Todd Huttunen began appraising more than 20 years ago with a few years off in between to pursue a career in cabinet making. He relegated that to hobby status and is currently an appraiser in an assessor’s office. His best friend dubbed him The Hall Monitor because of his rigidity and respect for rules. He offers Soapbox readers tongue-in-groove insight on appraisal issues. This week Todd twists the knob and makes a line item assessment on the relevance of appraisal adjustment guidelines. …Jonathan Miller

Who came up with the insane “guidelines” for what constitutes appropriate adjustments on the sales comparison grid? What alternate universe were these people living in when they decided that the total net, gross, and individual adjustments should not exceed 15%, 25%, and 10% respectively? They certainly didn’t live anywhere in the New York area (and if they did it was more than 50 years ago).

Let’s start with the 10% individual adjustment. A friend of mine just renovated her kitchen at a cost of about $75,000. Let’s assume the value of the kitchen is the same as its cost.
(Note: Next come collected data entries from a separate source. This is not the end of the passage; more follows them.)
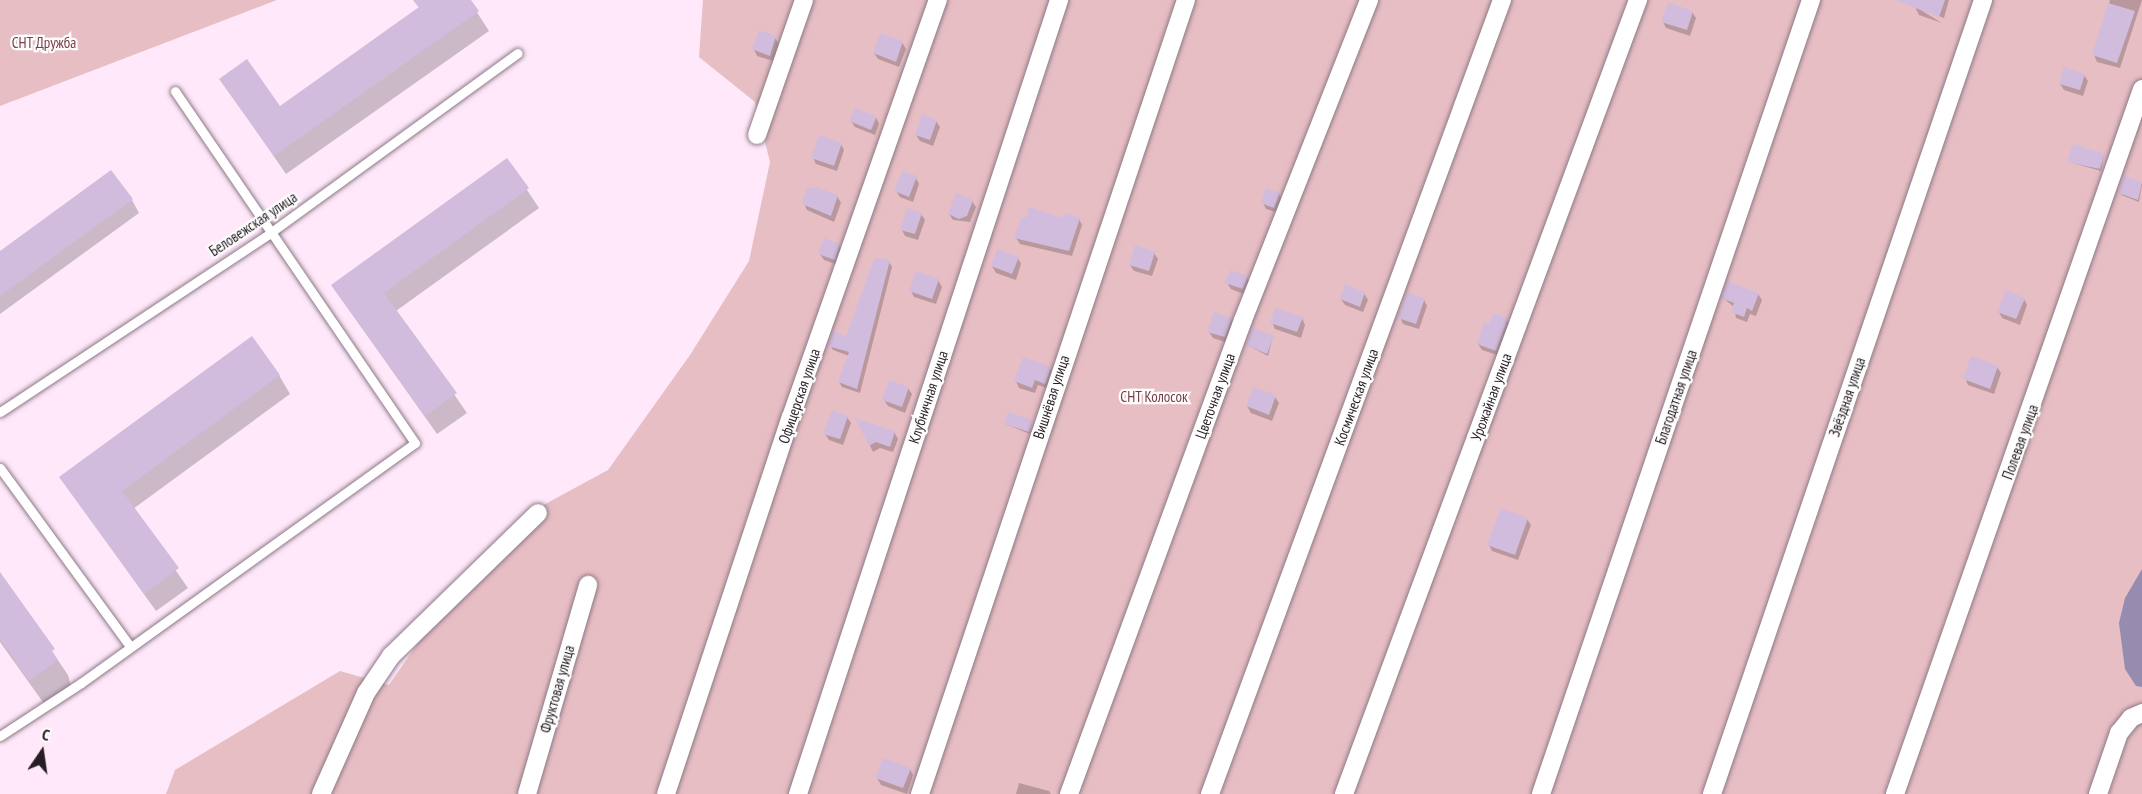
<!DOCTYPE html>
<html>
<head>
<meta charset="utf-8">
<style>
	body { margin:0 }
	#map { position:relative; width:2142px; height:794px; overflow:hidden; background:#fee8f9; font-family:"PT Sans Narrow",sans-serif }
	div>[style] { position:absolute }
	.green>* { inset:0; background:#e7bec3 }
	.water>* { inset:0; background:#958caf }
	.shadow>* { inset:0; background:#0003 }
	.building>* { inset:0; background:#d2bcdd }
	.roads { filter:drop-shadow(0 0 2px #8c7988) drop-shadow(0 0 2px #8c7988) }
	.lane>* { height:9px; margin:-4.5px; padding:0 4.5px; transform-origin:4.5px; border-radius:4.5px; background:#fff }
	.street>* { height:18px; margin:-9px; padding:0 9px; transform-origin:9px; border-radius:9px; background:#fff }
	span { translate:-50% -50%; white-space:nowrap; text-align:center; line-height:1.15; -webkit-text-stroke:4.5px #fdfdfd; paint-order:stroke }
	.park-label { font-size:15px; color:#773c46 }
	.street-label { font-size:15px; color:#261e24 }
	.north { position:absolute; left:12px; top:722px; width:60px; height:60px; -webkit-text-stroke:4px #fdfdfd; paint-order:stroke; rotate:13deg; font-size:16px; font-weight:700; line-height:24px; text-align:center; color:#261e24 }
	.north::after { content:''; display:block; margin:auto; width:21px; height:27px; background:#261e24; clip-path:polygon(50% 0,100% 100%,50% 72%,0 100%) }
</style>
</head>
<body>
<div id="map">
	<div class="green">
		<i style="clip-path:polygon(0 0,277px 0,0 106px)"></i>
		<i style="clip-path:polygon(703px 0,2142px 0,2142px 794px,166px 794px,175px 770px,340px 671px,389px 685px,461px 581px,536px 509px,608px 470px,690px 355px,749px 261px,770px 162px,755px 102px,699px 57px)"></i>
	</div>
	<div class="water">
		<i style="clip-path:polygon(2142px 569px,2142px 687px,2136px 686px,2125px 669px,2119px 623px,2125px 598px)"></i>
	</div>
	<div class="shadow">
		<i style="clip-path:polygon(413px 0,469px 0,489px 31px,286px 174px,221px 80px,280px 108px,420px 9px)"></i>
		<i style="clip-path:polygon(1919px 0,1949px 0,1944px 18px,1919px 9px,1942px 23px,1919px 15px,1916px 9px)"></i>
		<i style="clip-path:polygon(2110px 0,2142px 0,2120px 68px,2097px 62px,2094px 55px)"></i>
		<i style="clip-path:polygon(1692px 12px,1696px 18px,1690px 36px,1666px 28px,1663px 22px)"></i>
		<i style="clip-path:polygon(775px 38px,779px 44px,773px 61px,757px 56px,754px 49px)"></i>
		<i style="clip-path:polygon(902px 42px,906px 49px,899px 67px,878px 59px,874px 53px)"></i>
		<i style="clip-path:polygon(2084px 75px,2088px 81px,2083px 96px,2064px 90px,2060px 84px)"></i>
		<i style="clip-path:polygon(876px 117px,879px 124px,875px 135px,855px 127px,851px 121px)"></i>
		<i style="clip-path:polygon(936px 121px,940px 127px,933px 146px,920px 141px,916px 135px)"></i>
		<i style="clip-path:polygon(841px 144px,844px 150px,837px 171px,816px 164px,813px 158px)"></i>
		<i style="clip-path:polygon(2104px 156px,2101px 171px,2069px 162px)"></i>
		<i style="clip-path:polygon(507px 160px,539px 208px,396px 311px,467px 413px,437px 434px,332px 286px)"></i>
		<i style="clip-path:polygon(916px 178px,919px 184px,913px 202px,900px 197px,896px 191px)"></i>
		<i style="clip-path:polygon(2124px 178px,2142px 184px,2139px 202px,2121px 195px)"></i>
		<i style="clip-path:polygon(1279px 194px,1282px 200px,1278px 213px,1266px 209px,1263px 203px)"></i>
		<i style="clip-path:polygon(837px 196px,841px 203px,834px 222px,807px 210px,804px 203px)"></i>
		<i style="clip-path:polygon(132px 200px,139px 213px,0 314px,0 252px)"></i>
		<i style="clip-path:polygon(972px 201px,976px 207px,970px 222px,953px 220px,949px 214px)"></i>
		<i style="clip-path:polygon(921px 214px,925px 220px,918px 240px,905px 236px,902px 230px)"></i>
		<i style="clip-path:polygon(1079px 219px,1082px 225px,1072px 256px,1020px 244px,1016px 238px,1064px 220px)"></i>
		<i style="clip-path:polygon(839px 245px,843px 252px,838px 265px,824px 260px,820px 254px)"></i>
		<i style="clip-path:polygon(1154px 253px,1158px 259px,1152px 276px,1134px 271px,1130px 265px)"></i>
		<i style="clip-path:polygon(1018px 258px,1021px 264px,1016px 280px,996px 273px,992px 266px)"></i>
		<i style="clip-path:polygon(889px 262px,892px 267px,860px 393px,842px 387px,839px 382px,849px 356px,833px 350px,830px 345px,847px 338px)"></i>
		<i style="clip-path:polygon(1247px 278px,1251px 284px,1246px 295px,1231px 289px,1227px 283px)"></i>
		<i style="clip-path:polygon(938px 280px,942px 287px,936px 304px,914px 297px,911px 291px)"></i>
		<i style="clip-path:polygon(1364px 293px,1368px 300px,1363px 312px,1345px 305px,1341px 299px)"></i>
		<i style="clip-path:polygon(1758px 294px,1762px 300px,1756px 316px,1750px 314px,1747px 322px,1736px 318px,1734px 307px,1723px 298px)"></i>
		<i style="clip-path:polygon(2024px 299px,2027px 305px,2020px 325px,2002px 318px,1999px 312px)"></i>
		<i style="clip-path:polygon(1424px 300px,1427px 306px,1419px 329px,1403px 324px,1400px 317px)"></i>
		<i style="clip-path:polygon(1302px 318px,1305px 325px,1301px 338px,1275px 329px,1272px 322px)"></i>
		<i style="clip-path:polygon(1231px 319px,1234px 325px,1228px 343px,1213px 338px,1209px 332px)"></i>
		<i style="clip-path:polygon(1507px 320px,1511px 326px,1500px 356px,1482px 350px,1478px 344px)"></i>
		<i style="clip-path:polygon(1273px 337px,1268px 356px,1247px 345px)"></i>
		<i style="clip-path:polygon(1997px 367px,2001px 373px,1994px 394px,1968px 385px,1965px 378px)"></i>
		<i style="clip-path:polygon(1050px 368px,1054px 375px,1049px 389px,1038px 385px,1035px 393px,1019px 388px,1016px 381px)"></i>
		<i style="clip-path:polygon(279px 375px,290px 394px,133px 509px,188px 588px,156px 611px,61px 478px)"></i>
		<i style="clip-path:polygon(908px 388px,912px 394px,905px 413px,888px 406px,884px 400px)"></i>
		<i style="clip-path:polygon(1275px 397px,1279px 403px,1272px 421px,1251px 413px,1247px 406px)"></i>
		<i style="clip-path:polygon(847px 417px,851px 423px,843px 445px,829px 440px,825px 434px)"></i>
		<i style="clip-path:polygon(858px 421px,894px 432px,898px 439px,893px 452px,880px 448px,873px 452px)"></i>
		<i style="clip-path:polygon(1032px 422px,1030px 434px,1005px 424px)"></i>
		<i style="clip-path:polygon(1527px 519px,1531px 525px,1518px 560px,1492px 551px,1489px 545px)"></i>
		<i style="clip-path:polygon(4px 580px,68px 675px,71px 686px,45px 705px,0 642px,0 581px)"></i>
		<i style="clip-path:polygon(910px 769px,913px 775px,907px 794px,881px 785px,877px 778px)"></i>
		<i style="clip-path:polygon(1019px 783px,1049px 791px,1051px 794px,1016px 794px)"></i>
	</div>
	<div class="building">
		<i style="clip-path:polygon(414px 0,471px 0,479px 11px,274px 156px,219px 79px,247px 59px,280px 106px,419px 7px)"></i>
		<i style="clip-path:polygon(1895px 0,1945px 0,1939px 17px)"></i>
		<i style="clip-path:polygon(1668px 2px,1693px 11px,1687px 30px,1661px 22px)"></i>
		<i style="clip-path:polygon(2108px 3px,2135px 11px,2117px 63px,2092px 55px)"></i>
		<i style="clip-path:polygon(759px 30px,776px 36px,770px 56px,752px 49px)"></i>
		<i style="clip-path:polygon(880px 33px,903px 41px,896px 62px,873px 53px)"></i>
		<i style="clip-path:polygon(2064px 67px,2085px 74px,2080px 90px,2059px 84px)"></i>
		<i style="clip-path:polygon(855px 108px,877px 116px,871px 130px,849px 121px)"></i>
		<i style="clip-path:polygon(922px 114px,937px 120px,930px 140px,915px 135px)"></i>
		<i style="clip-path:polygon(819px 135px,842px 143px,834px 166px,811px 158px)"></i>
		<i style="clip-path:polygon(2073px 144px,2105px 154px,2100px 169px,2067px 162px)"></i>
		<i style="clip-path:polygon(507px 158px,529px 188px,384px 293px,457px 393px,425px 416px,331px 285px)"></i>
		<i style="clip-path:polygon(111px 170px,133px 199px,0 296px,0 251px)"></i>
		<i style="clip-path:polygon(902px 171px,917px 176px,909px 197px,894px 191px)"></i>
		<i style="clip-path:polygon(2124px 176px,2142px 182px,2138px 200px,2118px 193px)"></i>
		<i style="clip-path:polygon(815px 187px,838px 195px,831px 216px,802px 204px,807px 188px)"></i>
		<i style="clip-path:polygon(1266px 188px,1280px 193px,1274px 208px,1261px 203px)"></i>
		<i style="clip-path:polygon(956px 193px,973px 200px,967px 216px,959px 219px,948px 214px)"></i>
		<i style="clip-path:polygon(1029px 207px,1063px 218px,1065px 213px,1080px 218px,1069px 251px,1014px 238px,1021px 217px,1026px 218px)"></i>
		<i style="clip-path:polygon(907px 208px,922px 213px,915px 234px,900px 230px)"></i>
		<i style="clip-path:polygon(824px 238px,840px 244px,835px 260px,818px 254px)"></i>
		<i style="clip-path:polygon(1135px 245px,1155px 252px,1149px 271px,1129px 265px)"></i>
		<i style="clip-path:polygon(997px 249px,1019px 257px,1012px 274px,991px 266px)"></i>
		<i style="clip-path:polygon(882px 258px,890px 260px,857px 389px,838px 382px,849px 352px,828px 346px,833px 331px,846px 336px,874px 259px)"></i>
		<i style="clip-path:polygon(1230px 270px,1248px 276px,1243px 289px,1225px 283px)"></i>
		<i style="clip-path:polygon(916px 271px,939px 279px,932px 299px,909px 291px)"></i>
		<i style="clip-path:polygon(1727px 281px,1759px 293px,1752px 311px,1747px 308px,1744px 317px,1731px 312px,1734px 303px,1721px 298px)"></i>
		<i style="clip-path:polygon(1345px 284px,1365px 292px,1360px 307px,1340px 299px)"></i>
		<i style="clip-path:polygon(2006px 290px,2025px 298px,2016px 319px,1997px 312px)"></i>
		<i style="clip-path:polygon(1407px 292px,1425px 298px,1416px 324px,1398px 318px)"></i>
		<i style="clip-path:polygon(1275px 308px,1303px 317px,1297px 332px,1270px 323px)"></i>
		<i style="clip-path:polygon(1214px 312px,1232px 318px,1225px 337px,1207px 332px)"></i>
		<i style="clip-path:polygon(1493px 313px,1508px 318px,1496px 351px,1477px 344px,1484px 322px,1489px 324px)"></i>
		<i style="clip-path:polygon(1252px 327px,1274px 336px,1267px 354px,1246px 345px)"></i>
		<i style="clip-path:polygon(252px 336px,280px 375px,122px 491px,179px 568px,144px 594px,59px 477px)"></i>
		<i style="clip-path:polygon(1971px 356px,1998px 366px,1990px 389px,1963px 379px)"></i>
		<i style="clip-path:polygon(1023px 357px,1051px 367px,1045px 384px,1035px 380px,1032px 388px,1014px 381px)"></i>
		<i style="clip-path:polygon(889px 380px,909px 387px,902px 407px,882px 400px)"></i>
		<i style="clip-path:polygon(1253px 387px,1276px 395px,1269px 415px,1246px 406px)"></i>
		<i style="clip-path:polygon(832px 410px,848px 416px,840px 439px,823px 434px)"></i>
		<i style="clip-path:polygon(1008px 412px,1033px 420px,1029px 432px,1004px 424px)"></i>
		<i style="clip-path:polygon(855px 418px,895px 431px,890px 447px,876px 442px,869px 446px)"></i>
		<i style="clip-path:polygon(1501px 508px,1528px 518px,1515px 555px,1487px 545px)"></i>
		<i style="clip-path:polygon(0 572px,55px 649px,52px 651px,58px 660px,29px 681px,0 639px)"></i>
		<i style="clip-path:polygon(883px 758px,911px 768px,903px 788px,875px 778px)"></i>
	</div>
	<div class="roads">
		<div class="lane">
			<i style="left:0;top:412px;width:324px;rotate:-33.5deg"></i>
			<i style="left:270px;top:233px;width:306px;rotate:-36deg"></i>
			<i style="left:0;top:468px;width:220px;rotate:53.9deg"></i>
			<i style="left:0;top:736px;width:97px;rotate:-33.2deg"></i>
			<i style="left:81px;top:683px;width:411px;rotate:-35.7deg"></i>
			<i style="left:415px;top:443px;width:426px;rotate:-124.3deg"></i>
		</div>
		<div class="street">
			<i style="left:757px;top:135px;width:143px;rotate:-70.8deg"></i>
			<i style="left:321px;top:794px;width:111px;rotate:-66deg"></i>
			<i style="left:366px;top:693px;width:45px;rotate:-56deg"></i>
			<i style="left:391px;top:656px;width:205px;rotate:-44.2deg"></i>
			<i style="left:527px;top:794px;width:218px;rotate:-73.7deg"></i>
			<i style="left:666px;top:794px;width:397px;rotate:-71.7deg"></i>
			<i style="left:791px;top:417px;width:442px;rotate:-70.6deg"></i>
			<i style="left:798px;top:794px;width:836px;rotate:-71.8deg"></i>
			<i style="left:920px;top:794px;width:837px;rotate:-71.48deg"></i>
			<i style="left:1069px;top:794px;width:505px;rotate:-69.84deg"></i>
			<i style="left:1243px;top:320px;width:344px;rotate:-68.5deg"></i>
			<i style="left:1210px;top:794px;width:846px;rotate:-69.81deg"></i>
			<i style="left:1344px;top:794px;width:847px;rotate:-69.68deg"></i>
			<i style="left:1541px;top:794px;width:839px;rotate:-71.22deg"></i>
			<i style="left:1712px;top:794px;width:839px;rotate:-71.15deg"></i>
			<i style="left:1895px;top:794px;width:747px;rotate:-70.69deg"></i>
			<i style="left:2098px;top:794px;width:65px;rotate:-71deg"></i>
			<i style="left:2119px;top:733px;width:19px;rotate:-51deg"></i>
			<i style="left:2131px;top:718px;width:12px;rotate:-24deg"></i>
		</div>
	</div>
	<div class="park-label">
		<span style="left:44px;top:43px">СНТ Дружба</span>
		<span style="left:1154px;top:397px">СНТ Колосок</span>
	</div>
	<div class="street-label">
		<span style="left:253px;top:224px;rotate:-34deg">Беловежская улица</span>
		<span style="left:799px;top:396px;rotate:-71deg">Офицерская улица</span>
		<span style="left:1215px;top:396px;rotate:-70deg">Цветочная улица</span>
		<span style="left:928px;top:397px;rotate:-72deg">Клубничная улица</span>
		<span style="left:1051px;top:397px;rotate:-72deg">Вишнёвая улица</span>
		<span style="left:1356px;top:397px;rotate:-70deg">Космическая улица</span>
		<span style="left:1491px;top:397px;rotate:-70deg">Урожайная улица</span>
		<span style="left:1676px;top:397px;rotate:-71deg">Благодатная улица</span>
		<span style="left:1847px;top:397px;rotate:-71deg">Звёздная улица</span>
		<span style="left:2020px;top:442px;rotate:-70deg">Полевая улица</span>
		<span style="left:557px;top:689px;rotate:-74deg">Фруктовая улица</span>
	</div>
	<div class="north">С</div>
</div>
</body>
</html>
After the renovation the value of the house is $650,000 She has an appraisal done after the kitchen is renovated and the appraiser finds an identical house as a comparable, except it has the original kitchen. Under the above scenario therefore, the comparable would have sold for $575,000. The appropriate adjustment for the new kitchen would be $75,000, or, 13% of the sale price. Unfortunately, the appraiser will have to “explain” why this comparable sale, which is otherwise identical to the subject, requires an adjustment in excess of the 10% FANNIE MAE guideline, when in fact it is a great comp with only one adjustment needed!

What’s wrong here is the arbitrary and capricious 10% guideline and the fact that adjustments exceeding it require explanation, when in reality, such adjustments are often fully warranted and should be common in many cases. The gross and net guidelines are likewise, contrary to reality in many markets. These guidelines were once appropriate in places like Levittown when Levittown was first built, though probably not even there any longer. Like every other community, Levittown has evolved over time and its houses are no longer identical to one another.

In the world as it exists today, reconciling the sale prices in a given market frequently requires adjustments to comparable sales WELL IN EXCESS of FANNIE MAE guidelines.

The thing that got me started writing today about the size of adjustments was not the guidelines relating to the recommended maximums, but instead the incredibly small adjustments made by so many appraisers. On a regular basis, I see adjustments to sales with prices of $650,000 at increments as small as $2,000! What appraiser is so good as to know that a sale warrants an adjustment of less than one third of one percent?

A lot of times I find these adjustments under the site category. Subject is 0.11 acres and sale #1 is 0.13 acres. “Appraiser adjusts for site differences at $1,000 per hundredth of an acre”. Never mind the fact that he doesn’t address the shape or topography of the lots, the mere fact that he makes such a miniscule adjustment suggests a distinction without a difference. Why bother making an adjustment at all in such a case?

My suggestion is this. Abolish the guidelines for “maximum” gross, net, and individual adjustments and replace them with “minimum” adjustments (for the individual adjustment anyway). An appraiser who makes an adjustment for less than 2% of the selling price of a property must correctly answer the following question: Does the phrase “anal retentive” take a hyphen, or not?


One Comment

  1. Smarty Pants June 20, 2007 at 7:41 pm

    The question I would ask, is even though someone put a $75,000 kitchen into a house that would otherwise have sold for $575,000, is: If I saw two identical homes, and one had a renovated kitchen, would I pay 13% more for it? I don’t think a $575K home warrants a kitchen that expensive. There are studies indicating what % of cost one could recoup from investing in improvements. I think there would be a law of diminishing returns at the point your friend reached. It might not be a good investment, but if she enjoys it, that’s great. I don’t think a 13% appraisal adjustment would be warranted. If I were an appraiser, I’d try to determine what it would cost to put in a new kitchen, what it would cost to put in the old kitchen (minus depreciation), and then make an adjustment.
    The old kitchen had a value. So adjusting the new kitchen at full cost doesn’t make sense.